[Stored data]
+===+
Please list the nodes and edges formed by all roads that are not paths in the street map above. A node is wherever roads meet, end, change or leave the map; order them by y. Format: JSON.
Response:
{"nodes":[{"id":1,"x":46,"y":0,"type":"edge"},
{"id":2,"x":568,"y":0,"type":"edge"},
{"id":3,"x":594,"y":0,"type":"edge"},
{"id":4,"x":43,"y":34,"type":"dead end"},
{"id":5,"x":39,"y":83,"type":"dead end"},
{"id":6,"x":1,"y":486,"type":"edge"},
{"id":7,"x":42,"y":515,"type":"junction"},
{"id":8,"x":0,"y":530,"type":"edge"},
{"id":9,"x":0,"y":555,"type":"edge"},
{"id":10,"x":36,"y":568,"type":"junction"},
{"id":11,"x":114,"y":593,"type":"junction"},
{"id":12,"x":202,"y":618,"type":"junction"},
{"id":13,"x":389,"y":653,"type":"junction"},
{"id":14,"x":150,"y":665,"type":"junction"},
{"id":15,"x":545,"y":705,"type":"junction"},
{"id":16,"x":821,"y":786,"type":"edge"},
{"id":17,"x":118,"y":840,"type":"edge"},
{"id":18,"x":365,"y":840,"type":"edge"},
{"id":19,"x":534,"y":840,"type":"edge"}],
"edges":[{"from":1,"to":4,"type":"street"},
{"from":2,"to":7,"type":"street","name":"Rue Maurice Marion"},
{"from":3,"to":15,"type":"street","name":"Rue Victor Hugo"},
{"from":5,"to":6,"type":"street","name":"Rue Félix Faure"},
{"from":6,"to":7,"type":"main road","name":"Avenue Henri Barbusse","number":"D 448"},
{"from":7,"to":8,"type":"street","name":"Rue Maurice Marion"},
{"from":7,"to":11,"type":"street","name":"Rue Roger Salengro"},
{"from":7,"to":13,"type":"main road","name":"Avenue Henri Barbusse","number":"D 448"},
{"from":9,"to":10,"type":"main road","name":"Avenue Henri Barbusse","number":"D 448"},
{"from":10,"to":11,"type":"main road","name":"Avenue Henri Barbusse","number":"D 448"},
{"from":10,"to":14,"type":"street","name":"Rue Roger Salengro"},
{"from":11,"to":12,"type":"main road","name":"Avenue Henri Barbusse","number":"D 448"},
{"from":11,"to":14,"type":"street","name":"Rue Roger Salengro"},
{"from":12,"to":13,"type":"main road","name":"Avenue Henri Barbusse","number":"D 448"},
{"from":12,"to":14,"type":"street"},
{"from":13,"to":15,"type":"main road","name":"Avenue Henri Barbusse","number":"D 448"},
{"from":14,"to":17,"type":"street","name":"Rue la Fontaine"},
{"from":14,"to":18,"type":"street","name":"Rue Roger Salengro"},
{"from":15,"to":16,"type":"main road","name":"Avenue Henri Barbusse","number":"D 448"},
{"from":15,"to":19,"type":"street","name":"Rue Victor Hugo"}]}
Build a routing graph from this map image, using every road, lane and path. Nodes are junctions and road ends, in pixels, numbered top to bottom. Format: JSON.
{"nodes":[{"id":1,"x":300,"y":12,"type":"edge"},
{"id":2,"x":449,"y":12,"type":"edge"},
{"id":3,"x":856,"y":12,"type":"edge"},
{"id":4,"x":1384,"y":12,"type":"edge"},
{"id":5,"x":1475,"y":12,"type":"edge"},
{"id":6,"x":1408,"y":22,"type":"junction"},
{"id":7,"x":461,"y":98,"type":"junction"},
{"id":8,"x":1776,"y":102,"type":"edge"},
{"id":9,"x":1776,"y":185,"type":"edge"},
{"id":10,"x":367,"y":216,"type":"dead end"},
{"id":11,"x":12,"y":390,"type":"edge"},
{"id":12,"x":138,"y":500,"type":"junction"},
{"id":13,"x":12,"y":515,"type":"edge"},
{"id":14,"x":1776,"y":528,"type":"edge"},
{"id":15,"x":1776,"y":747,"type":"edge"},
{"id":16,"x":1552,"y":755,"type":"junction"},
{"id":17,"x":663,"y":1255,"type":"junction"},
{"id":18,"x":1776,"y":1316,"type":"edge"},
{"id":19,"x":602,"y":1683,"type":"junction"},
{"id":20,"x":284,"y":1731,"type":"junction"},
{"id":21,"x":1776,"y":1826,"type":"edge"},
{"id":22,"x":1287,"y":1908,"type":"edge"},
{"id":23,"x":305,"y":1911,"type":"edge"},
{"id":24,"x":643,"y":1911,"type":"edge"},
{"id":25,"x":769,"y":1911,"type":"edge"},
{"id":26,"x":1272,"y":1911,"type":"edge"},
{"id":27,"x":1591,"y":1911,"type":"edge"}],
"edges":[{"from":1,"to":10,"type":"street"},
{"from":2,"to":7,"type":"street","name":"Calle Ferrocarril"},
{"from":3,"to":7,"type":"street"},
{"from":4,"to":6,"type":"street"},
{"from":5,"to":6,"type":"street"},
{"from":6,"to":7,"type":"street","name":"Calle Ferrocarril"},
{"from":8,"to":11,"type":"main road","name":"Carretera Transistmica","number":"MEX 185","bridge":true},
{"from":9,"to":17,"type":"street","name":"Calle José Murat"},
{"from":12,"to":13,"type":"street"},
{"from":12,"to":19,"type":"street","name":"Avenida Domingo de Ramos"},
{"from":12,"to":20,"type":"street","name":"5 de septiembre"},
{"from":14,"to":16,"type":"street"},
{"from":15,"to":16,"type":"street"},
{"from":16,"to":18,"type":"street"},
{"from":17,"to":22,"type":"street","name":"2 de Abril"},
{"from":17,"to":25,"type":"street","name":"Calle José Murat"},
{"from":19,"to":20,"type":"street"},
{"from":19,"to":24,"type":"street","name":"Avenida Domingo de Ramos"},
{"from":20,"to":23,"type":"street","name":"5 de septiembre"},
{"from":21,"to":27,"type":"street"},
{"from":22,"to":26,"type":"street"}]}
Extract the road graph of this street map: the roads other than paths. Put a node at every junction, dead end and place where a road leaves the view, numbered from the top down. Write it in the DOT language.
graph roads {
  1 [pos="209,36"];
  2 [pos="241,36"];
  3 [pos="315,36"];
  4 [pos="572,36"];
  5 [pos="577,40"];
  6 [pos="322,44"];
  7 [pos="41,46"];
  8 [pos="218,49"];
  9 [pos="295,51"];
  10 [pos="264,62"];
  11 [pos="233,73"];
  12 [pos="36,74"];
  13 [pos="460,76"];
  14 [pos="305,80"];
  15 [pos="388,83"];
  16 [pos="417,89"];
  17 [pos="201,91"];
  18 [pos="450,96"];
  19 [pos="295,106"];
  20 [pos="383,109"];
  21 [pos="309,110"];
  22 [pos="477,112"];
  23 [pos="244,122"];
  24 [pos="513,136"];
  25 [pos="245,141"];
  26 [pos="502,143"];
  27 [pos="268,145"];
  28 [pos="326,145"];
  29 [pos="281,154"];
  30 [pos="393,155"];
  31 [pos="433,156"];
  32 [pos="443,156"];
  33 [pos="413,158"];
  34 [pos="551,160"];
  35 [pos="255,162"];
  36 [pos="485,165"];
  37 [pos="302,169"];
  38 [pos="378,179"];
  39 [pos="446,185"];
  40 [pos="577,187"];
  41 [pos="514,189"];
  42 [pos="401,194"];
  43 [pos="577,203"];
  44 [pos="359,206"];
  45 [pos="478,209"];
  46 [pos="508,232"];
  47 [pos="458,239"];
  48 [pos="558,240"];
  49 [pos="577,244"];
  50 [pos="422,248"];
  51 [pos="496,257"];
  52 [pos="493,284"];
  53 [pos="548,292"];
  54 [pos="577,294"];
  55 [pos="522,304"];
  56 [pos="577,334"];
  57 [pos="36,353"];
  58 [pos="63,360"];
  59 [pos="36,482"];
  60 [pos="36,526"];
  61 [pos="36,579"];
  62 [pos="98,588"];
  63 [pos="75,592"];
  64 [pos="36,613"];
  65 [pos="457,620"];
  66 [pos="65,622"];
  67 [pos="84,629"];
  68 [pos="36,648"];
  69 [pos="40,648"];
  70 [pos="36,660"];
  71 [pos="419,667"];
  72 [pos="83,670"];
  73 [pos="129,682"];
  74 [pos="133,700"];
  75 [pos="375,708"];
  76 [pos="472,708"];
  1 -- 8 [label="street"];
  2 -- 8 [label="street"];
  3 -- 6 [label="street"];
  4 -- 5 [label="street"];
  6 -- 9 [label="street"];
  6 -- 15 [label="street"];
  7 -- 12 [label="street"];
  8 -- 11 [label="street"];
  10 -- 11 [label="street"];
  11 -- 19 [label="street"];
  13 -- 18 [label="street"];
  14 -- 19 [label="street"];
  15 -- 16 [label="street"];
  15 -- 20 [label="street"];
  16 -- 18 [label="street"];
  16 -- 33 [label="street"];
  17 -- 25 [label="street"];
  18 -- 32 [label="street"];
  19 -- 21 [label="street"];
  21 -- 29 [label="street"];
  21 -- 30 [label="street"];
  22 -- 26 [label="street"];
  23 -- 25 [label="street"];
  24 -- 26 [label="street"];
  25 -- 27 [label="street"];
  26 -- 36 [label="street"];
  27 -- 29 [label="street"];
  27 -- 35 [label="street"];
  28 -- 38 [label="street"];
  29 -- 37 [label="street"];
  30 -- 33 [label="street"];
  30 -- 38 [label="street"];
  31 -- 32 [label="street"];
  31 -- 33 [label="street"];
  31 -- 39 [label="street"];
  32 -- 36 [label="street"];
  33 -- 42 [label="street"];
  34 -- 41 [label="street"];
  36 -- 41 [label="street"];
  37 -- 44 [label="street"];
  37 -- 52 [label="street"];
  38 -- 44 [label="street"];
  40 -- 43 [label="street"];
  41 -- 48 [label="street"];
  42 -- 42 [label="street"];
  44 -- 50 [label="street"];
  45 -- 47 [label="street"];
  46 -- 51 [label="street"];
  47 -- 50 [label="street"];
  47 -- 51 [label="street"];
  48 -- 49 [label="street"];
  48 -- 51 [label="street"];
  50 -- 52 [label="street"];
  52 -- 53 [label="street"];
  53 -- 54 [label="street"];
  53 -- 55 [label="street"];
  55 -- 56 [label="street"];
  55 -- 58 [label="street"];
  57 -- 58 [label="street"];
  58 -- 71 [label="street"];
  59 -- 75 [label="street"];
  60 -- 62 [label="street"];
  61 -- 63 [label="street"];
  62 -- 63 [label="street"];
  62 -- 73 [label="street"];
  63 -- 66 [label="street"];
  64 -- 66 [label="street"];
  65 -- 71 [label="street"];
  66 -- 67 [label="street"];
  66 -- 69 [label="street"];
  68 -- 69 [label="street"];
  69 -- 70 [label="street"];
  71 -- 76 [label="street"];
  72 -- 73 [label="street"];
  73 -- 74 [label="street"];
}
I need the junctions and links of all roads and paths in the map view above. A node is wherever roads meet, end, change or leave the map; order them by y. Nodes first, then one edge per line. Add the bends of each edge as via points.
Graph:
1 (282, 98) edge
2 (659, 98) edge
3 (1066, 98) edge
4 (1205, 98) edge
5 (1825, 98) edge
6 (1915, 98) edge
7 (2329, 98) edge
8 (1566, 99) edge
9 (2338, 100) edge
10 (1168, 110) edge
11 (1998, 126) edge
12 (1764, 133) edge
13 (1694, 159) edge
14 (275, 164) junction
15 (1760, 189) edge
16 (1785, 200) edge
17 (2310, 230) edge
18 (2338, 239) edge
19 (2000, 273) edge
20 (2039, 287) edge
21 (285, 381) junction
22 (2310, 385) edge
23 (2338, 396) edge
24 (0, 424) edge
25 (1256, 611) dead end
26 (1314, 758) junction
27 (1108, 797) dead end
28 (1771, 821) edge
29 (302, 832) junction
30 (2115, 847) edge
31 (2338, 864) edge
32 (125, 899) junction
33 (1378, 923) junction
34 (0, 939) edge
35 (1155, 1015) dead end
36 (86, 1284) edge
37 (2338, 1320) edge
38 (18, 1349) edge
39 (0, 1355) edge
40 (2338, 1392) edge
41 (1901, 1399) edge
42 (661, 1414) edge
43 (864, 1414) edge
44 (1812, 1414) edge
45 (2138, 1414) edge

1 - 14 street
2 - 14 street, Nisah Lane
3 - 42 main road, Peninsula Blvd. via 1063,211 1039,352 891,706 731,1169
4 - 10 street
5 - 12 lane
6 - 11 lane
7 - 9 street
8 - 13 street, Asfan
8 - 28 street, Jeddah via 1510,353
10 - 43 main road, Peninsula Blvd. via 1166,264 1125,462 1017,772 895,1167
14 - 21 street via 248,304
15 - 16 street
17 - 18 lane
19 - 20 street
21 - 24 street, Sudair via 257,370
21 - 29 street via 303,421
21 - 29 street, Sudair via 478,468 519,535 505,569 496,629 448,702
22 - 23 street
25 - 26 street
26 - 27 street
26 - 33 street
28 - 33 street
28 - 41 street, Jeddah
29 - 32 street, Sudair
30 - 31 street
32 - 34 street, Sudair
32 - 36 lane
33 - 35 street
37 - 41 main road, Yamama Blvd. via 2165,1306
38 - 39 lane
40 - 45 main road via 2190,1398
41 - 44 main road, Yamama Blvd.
+===+
— What you will do —
Every line in the data above that contains "Yamama" needs to be copied.

— Solution for this problem —
37 - 41 main road, Yamama Blvd. via 2165,1306
41 - 44 main road, Yamama Blvd.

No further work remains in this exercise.